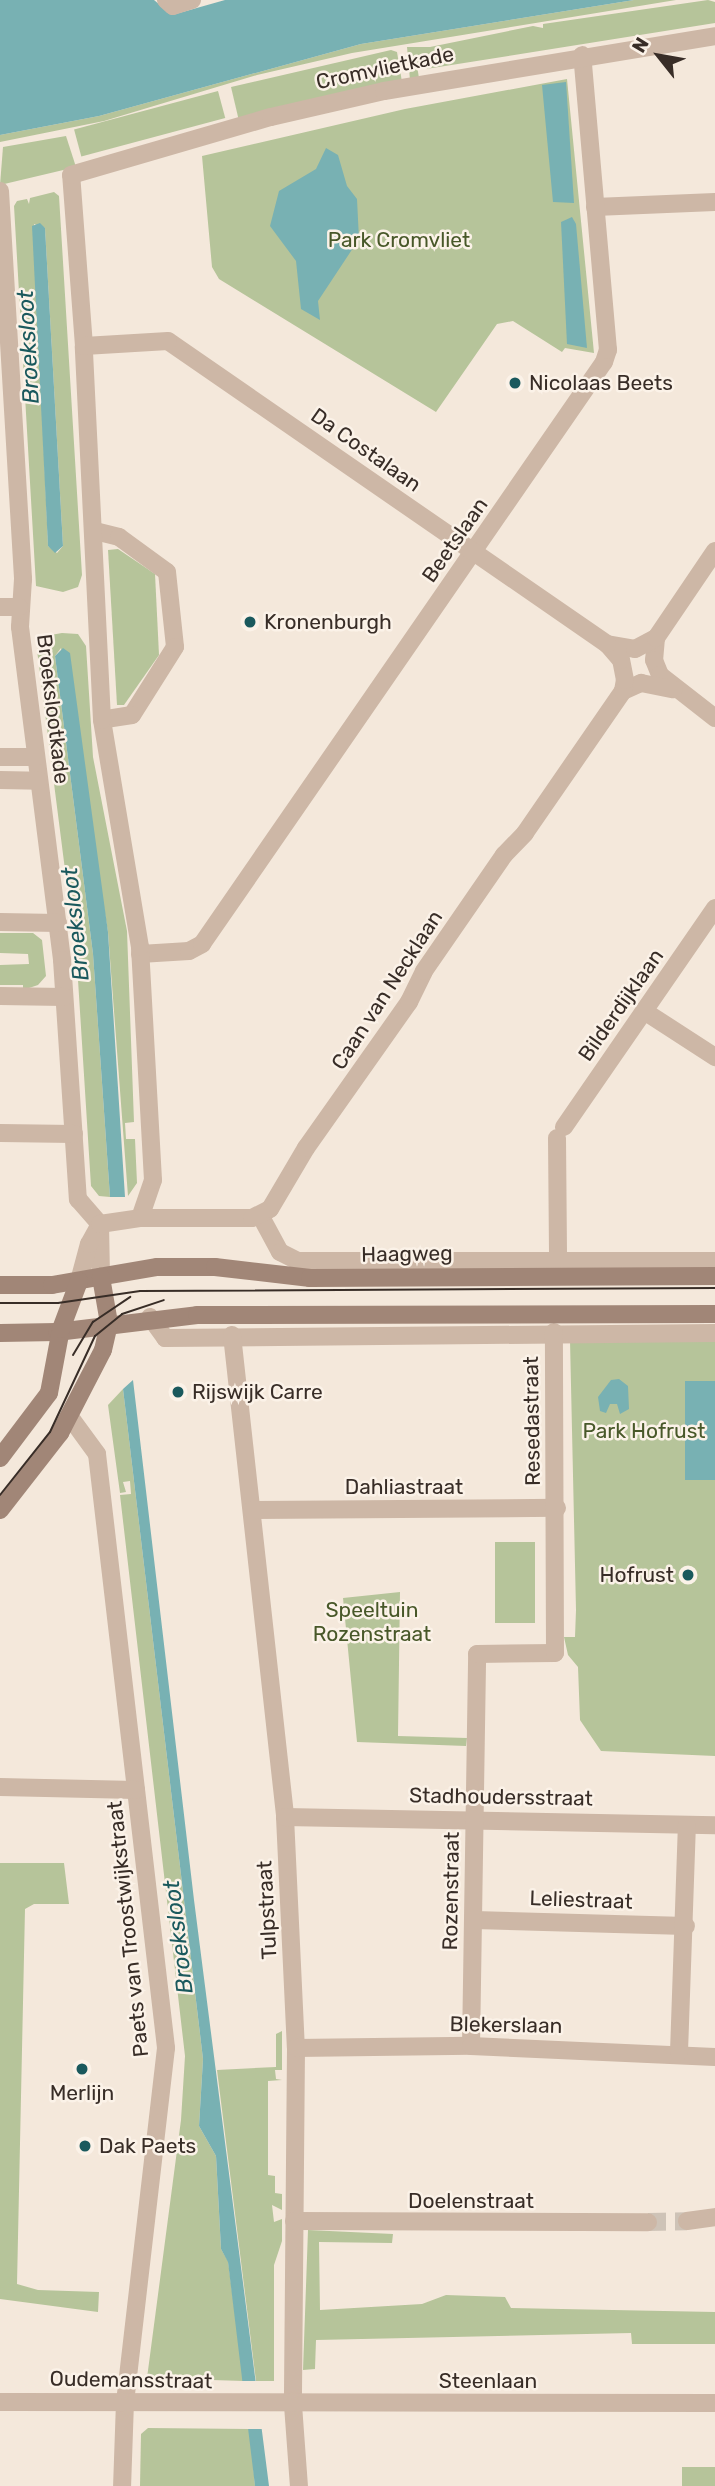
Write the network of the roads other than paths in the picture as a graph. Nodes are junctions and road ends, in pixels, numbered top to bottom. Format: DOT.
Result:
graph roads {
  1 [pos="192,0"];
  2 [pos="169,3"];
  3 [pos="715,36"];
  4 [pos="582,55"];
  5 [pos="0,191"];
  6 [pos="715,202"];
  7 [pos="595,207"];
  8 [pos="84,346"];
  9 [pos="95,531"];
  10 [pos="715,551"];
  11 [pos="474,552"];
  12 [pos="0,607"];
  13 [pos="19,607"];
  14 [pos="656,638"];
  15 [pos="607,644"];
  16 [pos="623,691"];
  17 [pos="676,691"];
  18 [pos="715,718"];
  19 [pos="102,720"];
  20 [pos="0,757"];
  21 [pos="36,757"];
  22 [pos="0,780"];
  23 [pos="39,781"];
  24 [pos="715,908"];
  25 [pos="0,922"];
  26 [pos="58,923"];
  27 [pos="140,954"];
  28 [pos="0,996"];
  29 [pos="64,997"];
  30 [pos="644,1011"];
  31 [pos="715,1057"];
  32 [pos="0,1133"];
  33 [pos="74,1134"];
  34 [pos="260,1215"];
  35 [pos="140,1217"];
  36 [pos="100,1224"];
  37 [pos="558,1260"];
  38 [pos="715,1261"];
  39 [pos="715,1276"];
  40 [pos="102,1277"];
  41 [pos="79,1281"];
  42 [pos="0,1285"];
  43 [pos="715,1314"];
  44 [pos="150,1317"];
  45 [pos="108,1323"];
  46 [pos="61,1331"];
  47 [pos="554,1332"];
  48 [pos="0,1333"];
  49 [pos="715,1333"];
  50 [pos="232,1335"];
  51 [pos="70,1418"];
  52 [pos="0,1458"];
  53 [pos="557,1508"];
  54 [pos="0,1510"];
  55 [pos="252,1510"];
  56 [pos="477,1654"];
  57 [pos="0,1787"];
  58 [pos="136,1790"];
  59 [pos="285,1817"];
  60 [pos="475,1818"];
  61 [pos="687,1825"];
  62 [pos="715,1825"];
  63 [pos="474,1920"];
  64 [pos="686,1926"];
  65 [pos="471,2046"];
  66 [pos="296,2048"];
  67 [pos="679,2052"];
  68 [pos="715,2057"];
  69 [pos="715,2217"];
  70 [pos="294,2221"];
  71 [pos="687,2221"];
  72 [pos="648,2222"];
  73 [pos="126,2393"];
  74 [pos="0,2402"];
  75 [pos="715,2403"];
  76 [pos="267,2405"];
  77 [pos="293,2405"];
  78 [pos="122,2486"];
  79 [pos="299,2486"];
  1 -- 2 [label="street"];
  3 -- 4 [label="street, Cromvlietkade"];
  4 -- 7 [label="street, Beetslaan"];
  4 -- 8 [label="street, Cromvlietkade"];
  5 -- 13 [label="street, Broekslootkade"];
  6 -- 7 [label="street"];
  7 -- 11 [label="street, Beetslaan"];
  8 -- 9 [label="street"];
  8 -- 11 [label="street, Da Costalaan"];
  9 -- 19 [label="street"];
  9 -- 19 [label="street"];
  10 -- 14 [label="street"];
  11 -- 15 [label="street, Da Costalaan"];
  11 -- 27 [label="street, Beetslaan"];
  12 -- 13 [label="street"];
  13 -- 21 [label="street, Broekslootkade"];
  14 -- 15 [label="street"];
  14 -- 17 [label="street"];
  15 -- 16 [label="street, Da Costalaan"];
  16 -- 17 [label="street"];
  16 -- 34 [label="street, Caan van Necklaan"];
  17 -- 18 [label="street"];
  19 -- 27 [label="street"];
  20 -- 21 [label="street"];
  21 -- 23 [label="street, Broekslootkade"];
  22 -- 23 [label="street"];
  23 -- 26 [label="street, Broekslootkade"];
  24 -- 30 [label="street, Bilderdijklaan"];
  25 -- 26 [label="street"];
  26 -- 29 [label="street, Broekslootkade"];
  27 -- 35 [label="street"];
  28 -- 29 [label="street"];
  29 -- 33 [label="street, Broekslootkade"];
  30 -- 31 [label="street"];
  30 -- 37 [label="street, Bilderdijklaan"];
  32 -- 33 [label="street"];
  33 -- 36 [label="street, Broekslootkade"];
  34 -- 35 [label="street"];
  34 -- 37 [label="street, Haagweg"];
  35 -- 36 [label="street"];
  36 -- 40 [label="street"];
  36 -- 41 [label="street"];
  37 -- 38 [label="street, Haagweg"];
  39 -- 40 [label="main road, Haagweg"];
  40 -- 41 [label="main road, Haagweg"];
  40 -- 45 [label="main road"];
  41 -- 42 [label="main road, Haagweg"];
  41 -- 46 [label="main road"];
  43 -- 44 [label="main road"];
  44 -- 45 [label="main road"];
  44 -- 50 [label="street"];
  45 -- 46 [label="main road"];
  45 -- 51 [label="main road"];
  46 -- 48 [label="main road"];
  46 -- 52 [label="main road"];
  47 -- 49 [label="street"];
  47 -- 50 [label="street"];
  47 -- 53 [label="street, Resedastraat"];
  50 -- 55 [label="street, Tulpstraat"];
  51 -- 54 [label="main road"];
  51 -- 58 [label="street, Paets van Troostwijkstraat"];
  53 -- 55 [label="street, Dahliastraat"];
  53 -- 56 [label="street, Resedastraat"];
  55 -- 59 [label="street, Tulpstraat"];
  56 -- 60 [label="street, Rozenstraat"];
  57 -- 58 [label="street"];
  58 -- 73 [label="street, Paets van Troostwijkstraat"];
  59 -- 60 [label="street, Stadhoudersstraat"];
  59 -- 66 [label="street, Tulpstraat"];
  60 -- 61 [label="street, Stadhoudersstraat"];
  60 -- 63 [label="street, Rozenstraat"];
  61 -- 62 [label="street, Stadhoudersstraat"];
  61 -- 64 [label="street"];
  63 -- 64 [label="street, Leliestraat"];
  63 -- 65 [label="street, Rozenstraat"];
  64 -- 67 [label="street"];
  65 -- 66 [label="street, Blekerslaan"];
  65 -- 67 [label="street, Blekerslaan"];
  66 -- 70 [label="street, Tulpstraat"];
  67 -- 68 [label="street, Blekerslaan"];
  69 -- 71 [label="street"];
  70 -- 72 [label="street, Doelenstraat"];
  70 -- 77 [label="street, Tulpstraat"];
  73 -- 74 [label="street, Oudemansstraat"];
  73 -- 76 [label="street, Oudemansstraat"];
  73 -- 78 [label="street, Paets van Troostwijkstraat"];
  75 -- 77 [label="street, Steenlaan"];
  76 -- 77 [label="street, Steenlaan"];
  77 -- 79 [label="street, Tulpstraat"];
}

> **Your instructions**:
Reproduce every record above exactly, omitting the pictures.

> **Solution to this exercise**:
Write the network of the roads other than paths in the picture as a graph. Nodes are junctions and road ends, in pixels, numbered top to bottom. Format: DOT.
Result:
graph roads {
  1 [pos="192,0"];
  2 [pos="169,3"];
  3 [pos="715,36"];
  4 [pos="582,55"];
  5 [pos="0,191"];
  6 [pos="715,202"];
  7 [pos="595,207"];
  8 [pos="84,346"];
  9 [pos="95,531"];
  10 [pos="715,551"];
  11 [pos="474,552"];
  12 [pos="0,607"];
  13 [pos="19,607"];
  14 [pos="656,638"];
  15 [pos="607,644"];
  16 [pos="623,691"];
  17 [pos="676,691"];
  18 [pos="715,718"];
  19 [pos="102,720"];
  20 [pos="0,757"];
  21 [pos="36,757"];
  22 [pos="0,780"];
  23 [pos="39,781"];
  24 [pos="715,908"];
  25 [pos="0,922"];
  26 [pos="58,923"];
  27 [pos="140,954"];
  28 [pos="0,996"];
  29 [pos="64,997"];
  30 [pos="644,1011"];
  31 [pos="715,1057"];
  32 [pos="0,1133"];
  33 [pos="74,1134"];
  34 [pos="260,1215"];
  35 [pos="140,1217"];
  36 [pos="100,1224"];
  37 [pos="558,1260"];
  38 [pos="715,1261"];
  39 [pos="715,1276"];
  40 [pos="102,1277"];
  41 [pos="79,1281"];
  42 [pos="0,1285"];
  43 [pos="715,1314"];
  44 [pos="150,1317"];
  45 [pos="108,1323"];
  46 [pos="61,1331"];
  47 [pos="554,1332"];
  48 [pos="0,1333"];
  49 [pos="715,1333"];
  50 [pos="232,1335"];
  51 [pos="70,1418"];
  52 [pos="0,1458"];
  53 [pos="557,1508"];
  54 [pos="0,1510"];
  55 [pos="252,1510"];
  56 [pos="477,1654"];
  57 [pos="0,1787"];
  58 [pos="136,1790"];
  59 [pos="285,1817"];
  60 [pos="475,1818"];
  61 [pos="687,1825"];
  62 [pos="715,1825"];
  63 [pos="474,1920"];
  64 [pos="686,1926"];
  65 [pos="471,2046"];
  66 [pos="296,2048"];
  67 [pos="679,2052"];
  68 [pos="715,2057"];
  69 [pos="715,2217"];
  70 [pos="294,2221"];
  71 [pos="687,2221"];
  72 [pos="648,2222"];
  73 [pos="126,2393"];
  74 [pos="0,2402"];
  75 [pos="715,2403"];
  76 [pos="267,2405"];
  77 [pos="293,2405"];
  78 [pos="122,2486"];
  79 [pos="299,2486"];
  1 -- 2 [label="street"];
  3 -- 4 [label="street, Cromvlietkade"];
  4 -- 7 [label="street, Beetslaan"];
  4 -- 8 [label="street, Cromvlietkade"];
  5 -- 13 [label="street, Broekslootkade"];
  6 -- 7 [label="street"];
  7 -- 11 [label="street, Beetslaan"];
  8 -- 9 [label="street"];
  8 -- 11 [label="street, Da Costalaan"];
  9 -- 19 [label="street"];
  9 -- 19 [label="street"];
  10 -- 14 [label="street"];
  11 -- 15 [label="street, Da Costalaan"];
  11 -- 27 [label="street, Beetslaan"];
  12 -- 13 [label="street"];
  13 -- 21 [label="street, Broekslootkade"];
  14 -- 15 [label="street"];
  14 -- 17 [label="street"];
  15 -- 16 [label="street, Da Costalaan"];
  16 -- 17 [label="street"];
  16 -- 34 [label="street, Caan van Necklaan"];
  17 -- 18 [label="street"];
  19 -- 27 [label="street"];
  20 -- 21 [label="street"];
  21 -- 23 [label="street, Broekslootkade"];
  22 -- 23 [label="street"];
  23 -- 26 [label="street, Broekslootkade"];
  24 -- 30 [label="street, Bilderdijklaan"];
  25 -- 26 [label="street"];
  26 -- 29 [label="street, Broekslootkade"];
  27 -- 35 [label="street"];
  28 -- 29 [label="street"];
  29 -- 33 [label="street, Broekslootkade"];
  30 -- 31 [label="street"];
  30 -- 37 [label="street, Bilderdijklaan"];
  32 -- 33 [label="street"];
  33 -- 36 [label="street, Broekslootkade"];
  34 -- 35 [label="street"];
  34 -- 37 [label="street, Haagweg"];
  35 -- 36 [label="street"];
  36 -- 40 [label="street"];
  36 -- 41 [label="street"];
  37 -- 38 [label="street, Haagweg"];
  39 -- 40 [label="main road, Haagweg"];
  40 -- 41 [label="main road, Haagweg"];
  40 -- 45 [label="main road"];
  41 -- 42 [label="main road, Haagweg"];
  41 -- 46 [label="main road"];
  43 -- 44 [label="main road"];
  44 -- 45 [label="main road"];
  44 -- 50 [label="street"];
  45 -- 46 [label="main road"];
  45 -- 51 [label="main road"];
  46 -- 48 [label="main road"];
  46 -- 52 [label="main road"];
  47 -- 49 [label="street"];
  47 -- 50 [label="street"];
  47 -- 53 [label="street, Resedastraat"];
  50 -- 55 [label="street, Tulpstraat"];
  51 -- 54 [label="main road"];
  51 -- 58 [label="street, Paets van Troostwijkstraat"];
  53 -- 55 [label="street, Dahliastraat"];
  53 -- 56 [label="street, Resedastraat"];
  55 -- 59 [label="street, Tulpstraat"];
  56 -- 60 [label="street, Rozenstraat"];
  57 -- 58 [label="street"];
  58 -- 73 [label="street, Paets van Troostwijkstraat"];
  59 -- 60 [label="street, Stadhoudersstraat"];
  59 -- 66 [label="street, Tulpstraat"];
  60 -- 61 [label="street, Stadhoudersstraat"];
  60 -- 63 [label="street, Rozenstraat"];
  61 -- 62 [label="street, Stadhoudersstraat"];
  61 -- 64 [label="street"];
  63 -- 64 [label="street, Leliestraat"];
  63 -- 65 [label="street, Rozenstraat"];
  64 -- 67 [label="street"];
  65 -- 66 [label="street, Blekerslaan"];
  65 -- 67 [label="street, Blekerslaan"];
  66 -- 70 [label="street, Tulpstraat"];
  67 -- 68 [label="street, Blekerslaan"];
  69 -- 71 [label="street"];
  70 -- 72 [label="street, Doelenstraat"];
  70 -- 77 [label="street, Tulpstraat"];
  73 -- 74 [label="street, Oudemansstraat"];
  73 -- 76 [label="street, Oudemansstraat"];
  73 -- 78 [label="street, Paets van Troostwijkstraat"];
  75 -- 77 [label="street, Steenlaan"];
  76 -- 77 [label="street, Steenlaan"];
  77 -- 79 [label="street, Tulpstraat"];
}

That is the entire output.